O Brasil importou mais de 130 quilos de insumos farmacêuticos ativos (IFAs) para a produção de tirzepatida nos últimos seis meses. O volume é suficiente para a produção de cerca de 25 milhões de doses de canetas manipuladas no país.
O anúncio foi feito nesta segunda-feira (6), em coletiva de imprensa. A agência apresentou um diagnóstico sobre a circulação de medicamentos da classe dos agonistas de GLP-1, usados no tratamento de diabetes e também para emagrecimento.
Os IFAs são as substâncias ativas que dão origem aos medicamentos. No caso da tirzepatida, esse insumo é a base para a produção das canetas utilizadas por pacientes.

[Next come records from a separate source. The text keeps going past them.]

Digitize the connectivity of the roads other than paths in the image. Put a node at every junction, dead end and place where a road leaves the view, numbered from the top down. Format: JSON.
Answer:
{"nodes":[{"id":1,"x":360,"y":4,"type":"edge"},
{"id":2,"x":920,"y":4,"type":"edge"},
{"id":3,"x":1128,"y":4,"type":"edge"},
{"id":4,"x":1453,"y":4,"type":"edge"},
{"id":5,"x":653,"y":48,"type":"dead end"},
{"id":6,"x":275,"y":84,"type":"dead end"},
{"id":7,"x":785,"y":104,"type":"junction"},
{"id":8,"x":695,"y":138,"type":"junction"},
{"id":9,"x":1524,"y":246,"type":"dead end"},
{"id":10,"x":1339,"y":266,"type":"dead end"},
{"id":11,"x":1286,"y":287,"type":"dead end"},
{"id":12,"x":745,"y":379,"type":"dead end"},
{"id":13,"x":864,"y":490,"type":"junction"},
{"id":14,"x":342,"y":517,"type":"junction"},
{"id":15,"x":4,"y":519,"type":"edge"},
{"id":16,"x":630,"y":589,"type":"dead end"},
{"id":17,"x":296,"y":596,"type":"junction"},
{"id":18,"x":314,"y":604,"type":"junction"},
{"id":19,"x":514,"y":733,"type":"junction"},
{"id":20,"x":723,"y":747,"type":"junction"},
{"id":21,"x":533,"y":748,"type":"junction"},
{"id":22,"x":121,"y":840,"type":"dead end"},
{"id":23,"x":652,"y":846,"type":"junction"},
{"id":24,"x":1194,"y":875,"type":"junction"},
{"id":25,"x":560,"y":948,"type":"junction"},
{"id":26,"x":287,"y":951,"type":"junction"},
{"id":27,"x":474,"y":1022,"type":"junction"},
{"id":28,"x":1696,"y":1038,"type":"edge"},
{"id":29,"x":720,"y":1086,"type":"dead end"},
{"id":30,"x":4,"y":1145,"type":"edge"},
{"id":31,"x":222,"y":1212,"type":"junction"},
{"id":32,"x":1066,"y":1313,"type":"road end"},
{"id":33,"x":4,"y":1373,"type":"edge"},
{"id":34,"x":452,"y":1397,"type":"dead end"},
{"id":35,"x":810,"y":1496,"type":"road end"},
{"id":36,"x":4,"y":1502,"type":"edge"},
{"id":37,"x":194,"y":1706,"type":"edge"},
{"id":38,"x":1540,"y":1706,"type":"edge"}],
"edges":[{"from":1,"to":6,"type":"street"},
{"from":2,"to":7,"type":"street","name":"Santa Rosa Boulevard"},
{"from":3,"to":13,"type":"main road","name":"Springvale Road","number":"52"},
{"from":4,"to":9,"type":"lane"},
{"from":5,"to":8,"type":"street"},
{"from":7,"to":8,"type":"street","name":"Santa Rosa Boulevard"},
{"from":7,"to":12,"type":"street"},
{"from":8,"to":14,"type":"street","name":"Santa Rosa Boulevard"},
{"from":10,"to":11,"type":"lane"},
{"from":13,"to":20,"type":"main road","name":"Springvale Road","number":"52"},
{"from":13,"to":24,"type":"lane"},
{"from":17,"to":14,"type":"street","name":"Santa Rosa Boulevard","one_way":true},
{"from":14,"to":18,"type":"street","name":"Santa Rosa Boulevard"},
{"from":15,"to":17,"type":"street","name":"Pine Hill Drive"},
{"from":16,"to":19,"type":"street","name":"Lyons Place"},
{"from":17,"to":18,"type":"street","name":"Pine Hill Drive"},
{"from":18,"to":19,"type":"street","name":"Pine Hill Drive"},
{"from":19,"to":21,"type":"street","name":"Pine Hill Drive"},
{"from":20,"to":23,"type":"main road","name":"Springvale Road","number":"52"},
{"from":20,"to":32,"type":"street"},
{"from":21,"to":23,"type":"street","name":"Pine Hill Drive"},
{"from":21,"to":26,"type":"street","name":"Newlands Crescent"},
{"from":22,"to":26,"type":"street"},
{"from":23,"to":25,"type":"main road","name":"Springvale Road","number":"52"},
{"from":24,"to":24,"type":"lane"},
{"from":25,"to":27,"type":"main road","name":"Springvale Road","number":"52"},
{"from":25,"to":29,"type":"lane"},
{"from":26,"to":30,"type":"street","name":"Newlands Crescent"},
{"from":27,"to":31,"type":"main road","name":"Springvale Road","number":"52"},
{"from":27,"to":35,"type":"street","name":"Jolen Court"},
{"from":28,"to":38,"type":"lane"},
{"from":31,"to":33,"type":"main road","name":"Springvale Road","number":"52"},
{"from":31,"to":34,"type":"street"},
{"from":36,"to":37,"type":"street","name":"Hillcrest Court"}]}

Os dados levam em conta a substância usada em farmácias de manipulação.
No Brasil, além dos produtos industrializados com registro sanitário, a legislação também permite a chamada forma magistral — quando farmácias de manipulação produzem o medicamento sob demanda, a partir desses insumos.
Segundo a Anvisa, esse modelo ampliou a circulação dessas substâncias no país e levantou dúvidas sobre o cumprimento das normas sanitárias.
Para se ter uma ideia de dimensão: entre entre novembro de 2025 e abril de 2026, mais de 100 kg de insumos farmacêuticos ativos (IFAs) para a produção de tirzepatida. Isso é o bastante para 20 milhões de doses.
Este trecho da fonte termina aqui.